Each line of the records has to be copied exactly, though the pictures must be left out.

Listed entries:
====

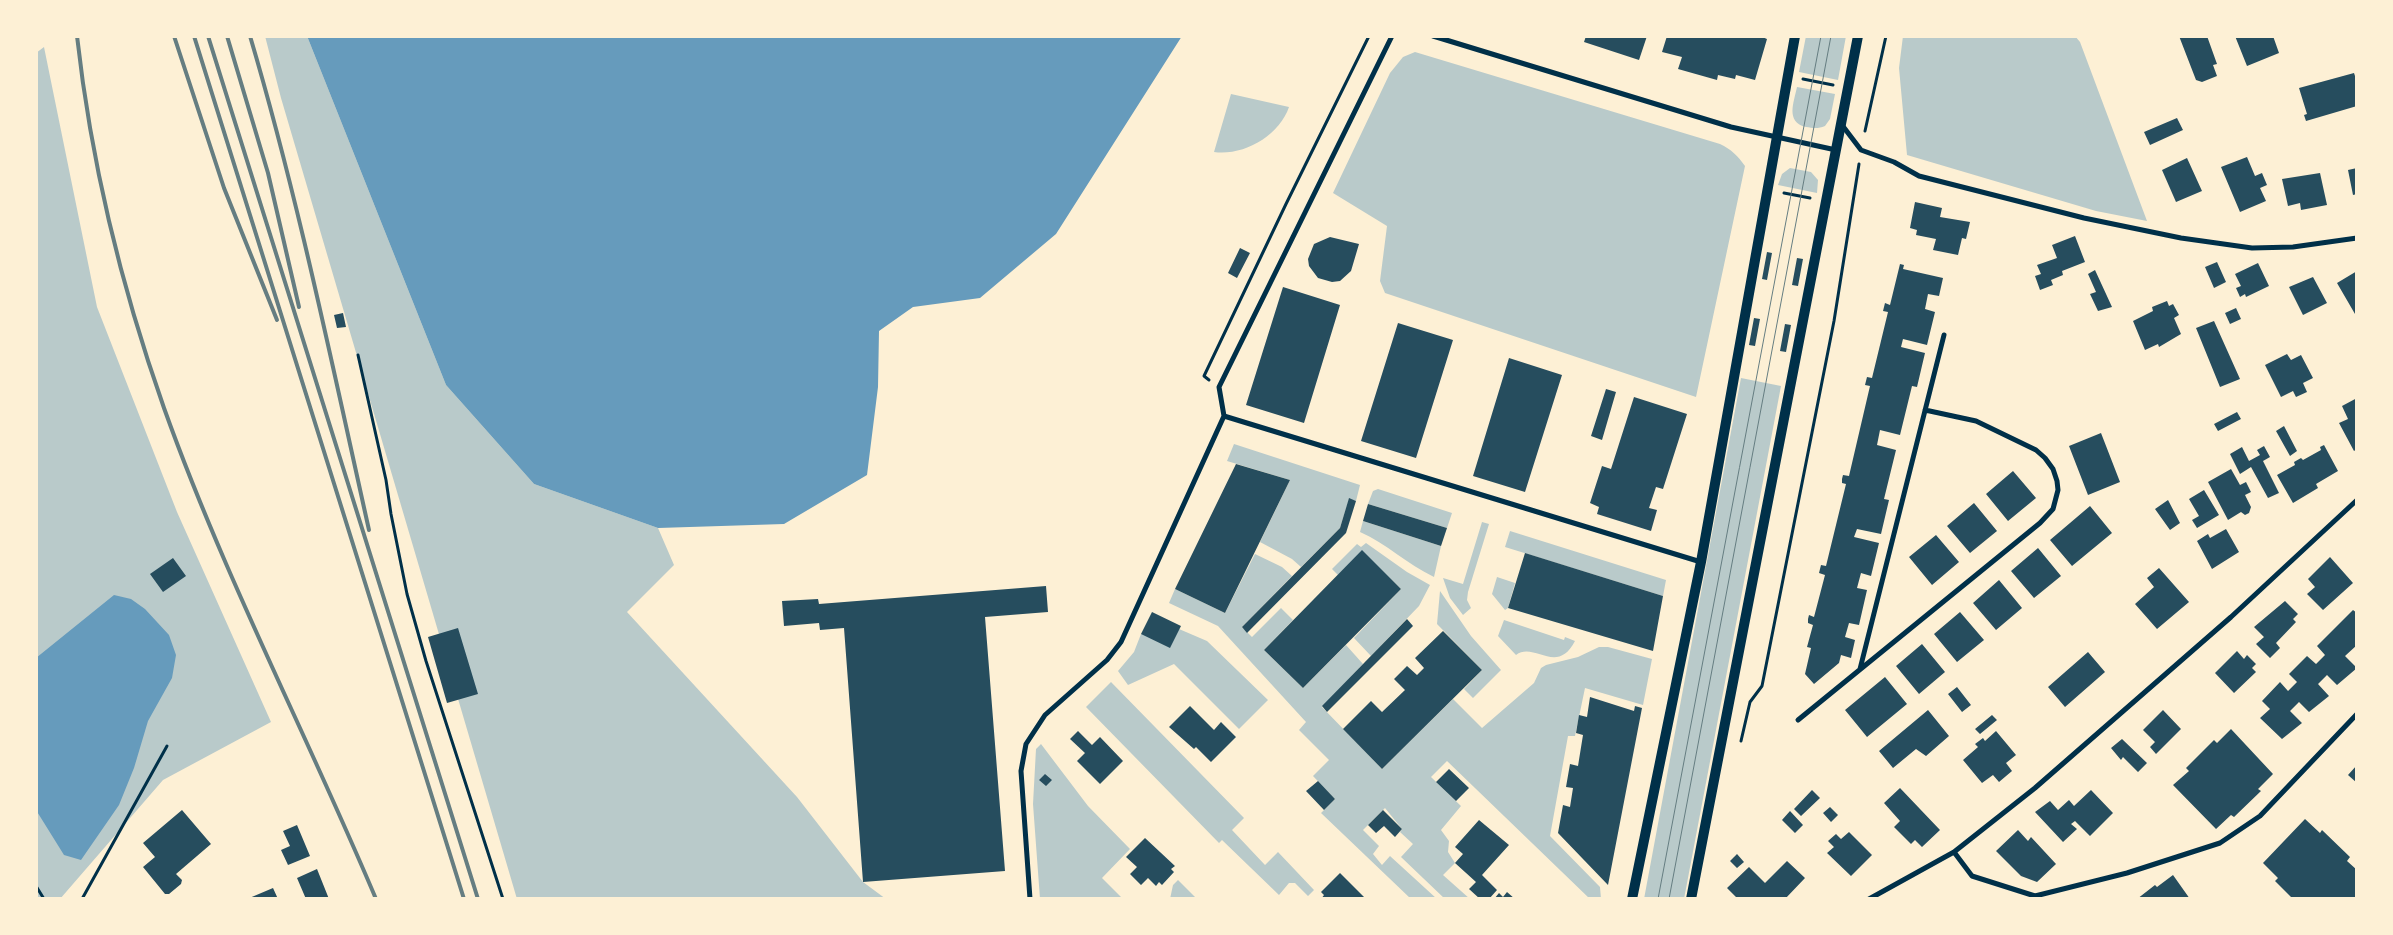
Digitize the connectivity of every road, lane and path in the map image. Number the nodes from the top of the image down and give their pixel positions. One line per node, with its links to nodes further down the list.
1 (1369, 36): 15 (path)
2 (1392, 36): 15 (street)
3 (1433, 36): 8 (street)
4 (1795, 36): 8 (main road)
5 (1858, 36): 7 (main road)
6 (1886, 36): 9 (path)
7 (1842, 125): 10 (main road); 12 (street)
8 (1777, 138): 10 (street); 19 (main road)
9 (1863, 140)
10 (1837, 150): 32 (main road)
11 (1858, 170): 24 (path)
12 (2357, 238)
13 (1944, 336): 16 (street)
14 (358, 355): 29 (path)
15 (1219, 387): 17 (street)
16 (1925, 410): 20 (street); 20 (street)
17 (1224, 416): 19 (street); 30 (street)
18 (2357, 500): 25 (street)
19 (1701, 562): 31 (main road)
20 (1860, 669): 22 (street)
21 (2357, 714): 25 (street)
22 (1798, 720)
23 (167, 746): 28 (path)
24 (1739, 749)
25 (1954, 852): 33 (street)
26 (36, 886): 27 (path)
27 (44, 899)
28 (82, 899)
29 (503, 899)
30 (1030, 899)
31 (1632, 899)
32 (1691, 899)
33 (1869, 899)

====

Answer box:
Digitize the connectivity of every road, lane and path in the map image. Number the nodes from the top of the image down and give their pixel positions. One line per node, with its links to nodes further down the list.
1 (1369, 36): 15 (path)
2 (1392, 36): 15 (street)
3 (1433, 36): 8 (street)
4 (1795, 36): 8 (main road)
5 (1858, 36): 7 (main road)
6 (1886, 36): 9 (path)
7 (1842, 125): 10 (main road); 12 (street)
8 (1777, 138): 10 (street); 19 (main road)
9 (1863, 140)
10 (1837, 150): 32 (main road)
11 (1858, 170): 24 (path)
12 (2357, 238)
13 (1944, 336): 16 (street)
14 (358, 355): 29 (path)
15 (1219, 387): 17 (street)
16 (1925, 410): 20 (street); 20 (street)
17 (1224, 416): 19 (street); 30 (street)
18 (2357, 500): 25 (street)
19 (1701, 562): 31 (main road)
20 (1860, 669): 22 (street)
21 (2357, 714): 25 (street)
22 (1798, 720)
23 (167, 746): 28 (path)
24 (1739, 749)
25 (1954, 852): 33 (street)
26 (36, 886): 27 (path)
27 (44, 899)
28 (82, 899)
29 (503, 899)
30 (1030, 899)
31 (1632, 899)
32 (1691, 899)
33 (1869, 899)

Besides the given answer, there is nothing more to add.